Indian association football club based in Bangalore

Football Club Deccan is an Indian professional football club based out of Bangalore, Karnataka. The team participates in the BDFA Super Division, the fifth tier of the Indian football league system (first in the state of Karnataka).

== History ==
FC Deccan was founded on 30 September 2017 in Bangalore with a vision of promoting professional football among youngsters in the entire Deccan Plateau region. Hundreds of talented footballers aspiring to play in the top tier of the Bangalore District Football Association (BDFA) have got another avenue with the unveiling of new city-based club FC Deccan. FC Deccan has overseas partners in Germany who are bringing in technical expertise and European style of football to India. The club made headlines in November 2017 when it was announced that the side had completed the signings of former I-League midfielder Raju D. of Churchill Brothers and former Premier Futsal player Jonathan Piers of Bangalore franchise Bengaluru Royals.

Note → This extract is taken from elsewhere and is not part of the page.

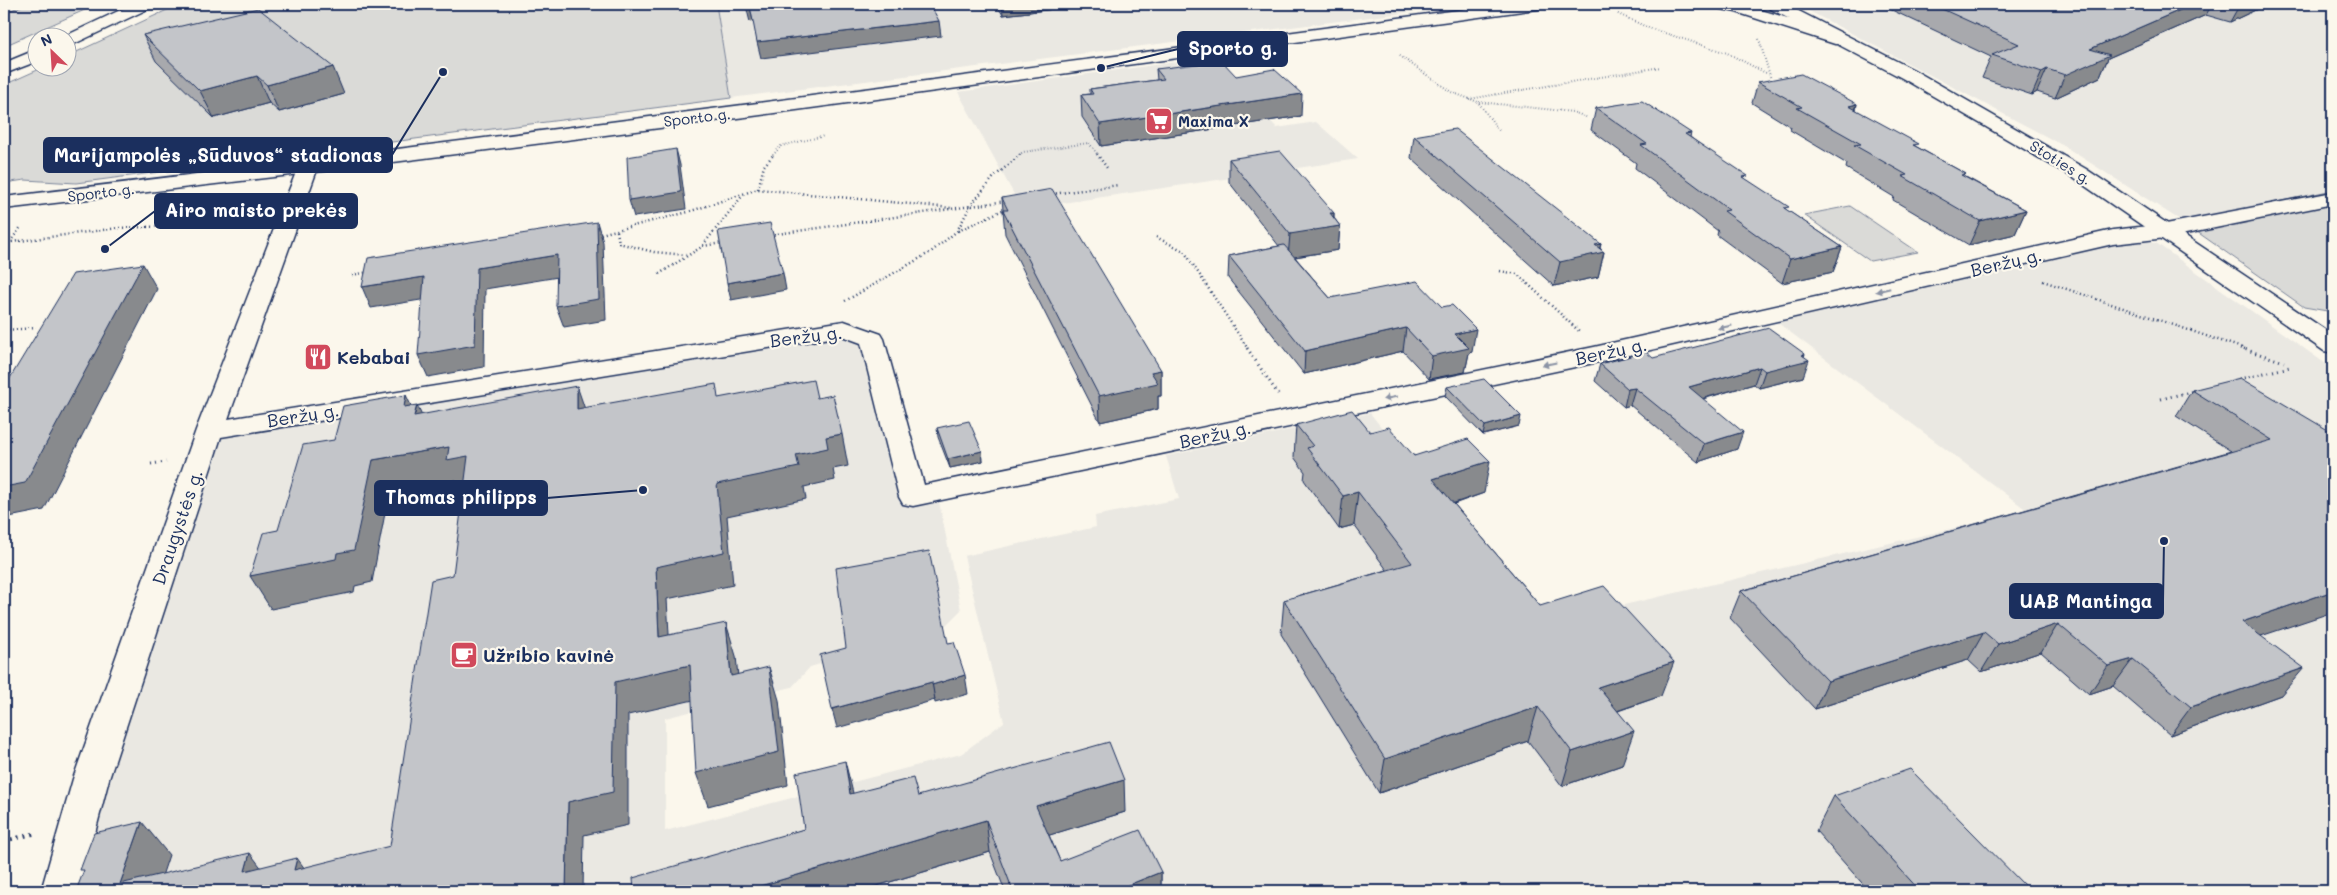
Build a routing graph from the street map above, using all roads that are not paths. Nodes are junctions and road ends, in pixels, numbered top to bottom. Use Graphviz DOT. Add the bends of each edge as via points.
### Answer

FC Deccan played their first season in 2017–18 BDFA Super Division. They ended the season at the bottom of the table and were relegated to 'A' division.

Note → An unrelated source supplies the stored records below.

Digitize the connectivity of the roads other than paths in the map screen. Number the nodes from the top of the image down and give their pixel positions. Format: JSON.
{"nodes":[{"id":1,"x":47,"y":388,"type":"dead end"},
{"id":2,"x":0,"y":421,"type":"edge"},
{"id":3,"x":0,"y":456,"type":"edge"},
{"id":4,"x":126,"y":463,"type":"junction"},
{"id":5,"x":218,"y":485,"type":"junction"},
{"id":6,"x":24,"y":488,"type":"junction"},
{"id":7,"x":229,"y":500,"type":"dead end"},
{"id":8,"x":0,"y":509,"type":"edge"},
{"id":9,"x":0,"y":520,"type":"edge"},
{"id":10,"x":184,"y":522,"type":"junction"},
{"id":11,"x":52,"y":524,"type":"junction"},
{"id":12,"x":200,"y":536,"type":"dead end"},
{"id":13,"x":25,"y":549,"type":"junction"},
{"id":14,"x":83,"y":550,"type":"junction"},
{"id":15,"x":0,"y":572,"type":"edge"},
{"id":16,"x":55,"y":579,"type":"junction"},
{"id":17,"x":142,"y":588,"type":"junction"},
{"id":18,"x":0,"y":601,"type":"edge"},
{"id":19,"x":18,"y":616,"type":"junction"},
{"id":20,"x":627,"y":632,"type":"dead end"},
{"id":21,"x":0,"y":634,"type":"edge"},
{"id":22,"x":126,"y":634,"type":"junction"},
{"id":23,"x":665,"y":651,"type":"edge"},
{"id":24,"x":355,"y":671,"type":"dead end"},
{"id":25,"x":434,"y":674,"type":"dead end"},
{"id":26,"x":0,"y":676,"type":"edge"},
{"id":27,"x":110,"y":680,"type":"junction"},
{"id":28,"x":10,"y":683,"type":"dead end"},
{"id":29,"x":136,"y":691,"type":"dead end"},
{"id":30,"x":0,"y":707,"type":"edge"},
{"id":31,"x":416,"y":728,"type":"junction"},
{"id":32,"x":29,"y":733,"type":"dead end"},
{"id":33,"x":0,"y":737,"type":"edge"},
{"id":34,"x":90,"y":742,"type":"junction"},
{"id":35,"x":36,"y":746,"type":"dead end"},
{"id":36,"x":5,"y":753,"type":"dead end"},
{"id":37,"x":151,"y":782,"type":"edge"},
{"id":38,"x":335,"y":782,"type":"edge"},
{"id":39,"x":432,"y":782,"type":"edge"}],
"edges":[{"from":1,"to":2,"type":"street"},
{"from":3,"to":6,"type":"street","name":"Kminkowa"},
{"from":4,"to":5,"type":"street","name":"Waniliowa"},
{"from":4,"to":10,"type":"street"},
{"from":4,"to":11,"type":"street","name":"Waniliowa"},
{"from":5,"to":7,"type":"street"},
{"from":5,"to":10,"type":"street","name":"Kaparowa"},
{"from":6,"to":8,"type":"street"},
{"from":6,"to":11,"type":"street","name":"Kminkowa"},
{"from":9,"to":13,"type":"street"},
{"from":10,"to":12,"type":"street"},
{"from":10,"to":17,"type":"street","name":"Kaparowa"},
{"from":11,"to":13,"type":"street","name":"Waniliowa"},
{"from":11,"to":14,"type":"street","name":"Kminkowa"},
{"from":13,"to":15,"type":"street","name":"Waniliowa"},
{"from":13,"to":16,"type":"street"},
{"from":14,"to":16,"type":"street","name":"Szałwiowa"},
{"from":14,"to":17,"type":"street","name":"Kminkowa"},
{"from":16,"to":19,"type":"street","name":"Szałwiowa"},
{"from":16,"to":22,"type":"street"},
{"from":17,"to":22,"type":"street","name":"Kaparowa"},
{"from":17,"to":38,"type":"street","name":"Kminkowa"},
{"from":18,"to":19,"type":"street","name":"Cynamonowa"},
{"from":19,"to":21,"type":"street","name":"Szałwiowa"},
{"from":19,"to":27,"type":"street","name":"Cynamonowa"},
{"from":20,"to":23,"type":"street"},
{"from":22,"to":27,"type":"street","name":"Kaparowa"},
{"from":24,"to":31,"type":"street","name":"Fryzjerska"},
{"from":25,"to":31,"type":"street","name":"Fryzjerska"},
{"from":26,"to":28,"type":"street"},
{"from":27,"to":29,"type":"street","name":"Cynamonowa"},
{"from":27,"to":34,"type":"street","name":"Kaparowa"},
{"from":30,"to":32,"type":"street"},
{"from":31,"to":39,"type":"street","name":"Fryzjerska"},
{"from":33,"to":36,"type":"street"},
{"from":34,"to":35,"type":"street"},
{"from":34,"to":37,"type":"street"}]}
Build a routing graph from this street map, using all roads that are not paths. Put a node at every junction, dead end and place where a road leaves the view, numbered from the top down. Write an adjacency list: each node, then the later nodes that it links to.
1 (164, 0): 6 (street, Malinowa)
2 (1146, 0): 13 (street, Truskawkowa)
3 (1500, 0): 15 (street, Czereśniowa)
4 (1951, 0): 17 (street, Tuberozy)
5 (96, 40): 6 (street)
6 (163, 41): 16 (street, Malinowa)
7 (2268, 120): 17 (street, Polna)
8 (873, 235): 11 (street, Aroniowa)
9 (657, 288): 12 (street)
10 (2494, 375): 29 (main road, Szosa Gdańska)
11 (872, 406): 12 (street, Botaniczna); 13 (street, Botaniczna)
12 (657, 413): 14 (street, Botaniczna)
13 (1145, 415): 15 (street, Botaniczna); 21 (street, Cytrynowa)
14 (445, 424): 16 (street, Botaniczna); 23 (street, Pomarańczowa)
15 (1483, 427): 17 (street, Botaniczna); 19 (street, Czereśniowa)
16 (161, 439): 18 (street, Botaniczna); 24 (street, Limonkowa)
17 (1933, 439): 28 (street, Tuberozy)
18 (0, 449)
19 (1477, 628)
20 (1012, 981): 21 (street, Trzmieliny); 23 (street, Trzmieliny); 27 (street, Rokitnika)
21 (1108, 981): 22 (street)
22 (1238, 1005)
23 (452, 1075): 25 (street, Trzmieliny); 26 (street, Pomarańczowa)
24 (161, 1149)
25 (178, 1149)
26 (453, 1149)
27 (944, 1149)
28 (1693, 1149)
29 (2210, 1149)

In July 2018, FC Deccan started its "Academy" and "Soccer School" in Bangalore supported by Faimo Sports GmbH, Germany which is headed by Martin Monnerjahn. The program aims to build local talent from U-6 to U-18 who aspire to become professional players.

FC Deccan finished in third position in 'A' Division with 17 points (5W-2D-2L)for the season 2018–19.

FC Deccan finished first and won the championship of 'A' Division with 22 points (7W-1D-1L) for the season 2019–20, along with Young Challengers FC who finished in second place with 22 points but former had better goal difference. Both teams are promoted to Super Division for the season 2020–21.

== Colours and crest ==
The bull or "Nandi" in local language – on the crest defines strength and courage, the colour yellow signifies radiant nature of the club, with colour grey signifying maturity and responsibility.